▸ What you should do
Restate each of the lines given below, word for word.

▸ Dataset extract
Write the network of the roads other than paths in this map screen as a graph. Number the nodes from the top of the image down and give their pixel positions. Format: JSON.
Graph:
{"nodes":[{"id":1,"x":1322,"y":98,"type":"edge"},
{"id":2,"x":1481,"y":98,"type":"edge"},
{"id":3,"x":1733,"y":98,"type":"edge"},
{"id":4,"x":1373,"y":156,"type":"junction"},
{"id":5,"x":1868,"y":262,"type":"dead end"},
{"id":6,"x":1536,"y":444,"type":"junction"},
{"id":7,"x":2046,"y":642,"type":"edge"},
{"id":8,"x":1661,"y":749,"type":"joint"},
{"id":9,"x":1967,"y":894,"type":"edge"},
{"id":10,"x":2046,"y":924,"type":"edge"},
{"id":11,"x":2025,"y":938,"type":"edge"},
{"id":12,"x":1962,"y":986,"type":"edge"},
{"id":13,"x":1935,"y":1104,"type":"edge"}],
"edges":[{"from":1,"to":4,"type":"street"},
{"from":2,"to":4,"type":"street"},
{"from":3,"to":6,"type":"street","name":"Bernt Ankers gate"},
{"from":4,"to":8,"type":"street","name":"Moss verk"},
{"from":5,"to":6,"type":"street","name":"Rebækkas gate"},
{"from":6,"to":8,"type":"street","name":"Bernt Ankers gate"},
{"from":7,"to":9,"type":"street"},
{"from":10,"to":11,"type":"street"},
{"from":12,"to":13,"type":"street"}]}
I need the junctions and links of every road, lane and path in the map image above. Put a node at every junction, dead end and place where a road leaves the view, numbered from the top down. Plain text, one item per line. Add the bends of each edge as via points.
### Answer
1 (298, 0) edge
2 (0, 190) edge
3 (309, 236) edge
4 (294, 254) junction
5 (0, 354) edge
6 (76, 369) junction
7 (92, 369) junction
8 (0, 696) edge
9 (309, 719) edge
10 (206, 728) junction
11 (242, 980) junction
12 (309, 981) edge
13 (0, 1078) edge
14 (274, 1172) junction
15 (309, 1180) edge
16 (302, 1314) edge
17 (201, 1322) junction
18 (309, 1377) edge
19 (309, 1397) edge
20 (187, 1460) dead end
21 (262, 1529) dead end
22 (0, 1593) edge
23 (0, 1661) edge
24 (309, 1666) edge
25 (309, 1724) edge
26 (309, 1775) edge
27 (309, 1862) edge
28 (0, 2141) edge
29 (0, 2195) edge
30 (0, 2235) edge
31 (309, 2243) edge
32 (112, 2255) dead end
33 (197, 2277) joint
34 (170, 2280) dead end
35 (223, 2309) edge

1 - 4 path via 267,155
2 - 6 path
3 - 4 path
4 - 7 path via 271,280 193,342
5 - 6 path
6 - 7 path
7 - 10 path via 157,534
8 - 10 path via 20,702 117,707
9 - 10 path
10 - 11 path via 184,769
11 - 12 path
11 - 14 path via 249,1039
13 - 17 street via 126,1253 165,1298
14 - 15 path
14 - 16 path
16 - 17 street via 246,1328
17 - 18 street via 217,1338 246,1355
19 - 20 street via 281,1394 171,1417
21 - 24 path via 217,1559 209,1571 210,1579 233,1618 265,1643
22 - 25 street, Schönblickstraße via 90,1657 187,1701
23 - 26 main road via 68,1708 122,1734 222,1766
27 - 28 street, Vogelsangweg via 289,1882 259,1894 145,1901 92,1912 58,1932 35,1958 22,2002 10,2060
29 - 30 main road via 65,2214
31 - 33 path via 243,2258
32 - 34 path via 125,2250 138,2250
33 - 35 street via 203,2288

▸ Answer to this exercise
Write the network of the roads other than paths in this map screen as a graph. Number the nodes from the top of the image down and give their pixel positions. Format: JSON.
Graph:
{"nodes":[{"id":1,"x":1322,"y":98,"type":"edge"},
{"id":2,"x":1481,"y":98,"type":"edge"},
{"id":3,"x":1733,"y":98,"type":"edge"},
{"id":4,"x":1373,"y":156,"type":"junction"},
{"id":5,"x":1868,"y":262,"type":"dead end"},
{"id":6,"x":1536,"y":444,"type":"junction"},
{"id":7,"x":2046,"y":642,"type":"edge"},
{"id":8,"x":1661,"y":749,"type":"joint"},
{"id":9,"x":1967,"y":894,"type":"edge"},
{"id":10,"x":2046,"y":924,"type":"edge"},
{"id":11,"x":2025,"y":938,"type":"edge"},
{"id":12,"x":1962,"y":986,"type":"edge"},
{"id":13,"x":1935,"y":1104,"type":"edge"}],
"edges":[{"from":1,"to":4,"type":"street"},
{"from":2,"to":4,"type":"street"},
{"from":3,"to":6,"type":"street","name":"Bernt Ankers gate"},
{"from":4,"to":8,"type":"street","name":"Moss verk"},
{"from":5,"to":6,"type":"street","name":"Rebækkas gate"},
{"from":6,"to":8,"type":"street","name":"Bernt Ankers gate"},
{"from":7,"to":9,"type":"street"},
{"from":10,"to":11,"type":"street"},
{"from":12,"to":13,"type":"street"}]}
I need the junctions and links of every road, lane and path in the map image above. Put a node at every junction, dead end and place where a road leaves the view, numbered from the top down. Plain text, one item per line. Add the bends of each edge as via points.
### Answer
1 (298, 0) edge
2 (0, 190) edge
3 (309, 236) edge
4 (294, 254) junction
5 (0, 354) edge
6 (76, 369) junction
7 (92, 369) junction
8 (0, 696) edge
9 (309, 719) edge
10 (206, 728) junction
11 (242, 980) junction
12 (309, 981) edge
13 (0, 1078) edge
14 (274, 1172) junction
15 (309, 1180) edge
16 (302, 1314) edge
17 (201, 1322) junction
18 (309, 1377) edge
19 (309, 1397) edge
20 (187, 1460) dead end
21 (262, 1529) dead end
22 (0, 1593) edge
23 (0, 1661) edge
24 (309, 1666) edge
25 (309, 1724) edge
26 (309, 1775) edge
27 (309, 1862) edge
28 (0, 2141) edge
29 (0, 2195) edge
30 (0, 2235) edge
31 (309, 2243) edge
32 (112, 2255) dead end
33 (197, 2277) joint
34 (170, 2280) dead end
35 (223, 2309) edge

1 - 4 path via 267,155
2 - 6 path
3 - 4 path
4 - 7 path via 271,280 193,342
5 - 6 path
6 - 7 path
7 - 10 path via 157,534
8 - 10 path via 20,702 117,707
9 - 10 path
10 - 11 path via 184,769
11 - 12 path
11 - 14 path via 249,1039
13 - 17 street via 126,1253 165,1298
14 - 15 path
14 - 16 path
16 - 17 street via 246,1328
17 - 18 street via 217,1338 246,1355
19 - 20 street via 281,1394 171,1417
21 - 24 path via 217,1559 209,1571 210,1579 233,1618 265,1643
22 - 25 street, Schönblickstraße via 90,1657 187,1701
23 - 26 main road via 68,1708 122,1734 222,1766
27 - 28 street, Vogelsangweg via 289,1882 259,1894 145,1901 92,1912 58,1932 35,1958 22,2002 10,2060
29 - 30 main road via 65,2214
31 - 33 path via 243,2258
32 - 34 path via 125,2250 138,2250
33 - 35 street via 203,2288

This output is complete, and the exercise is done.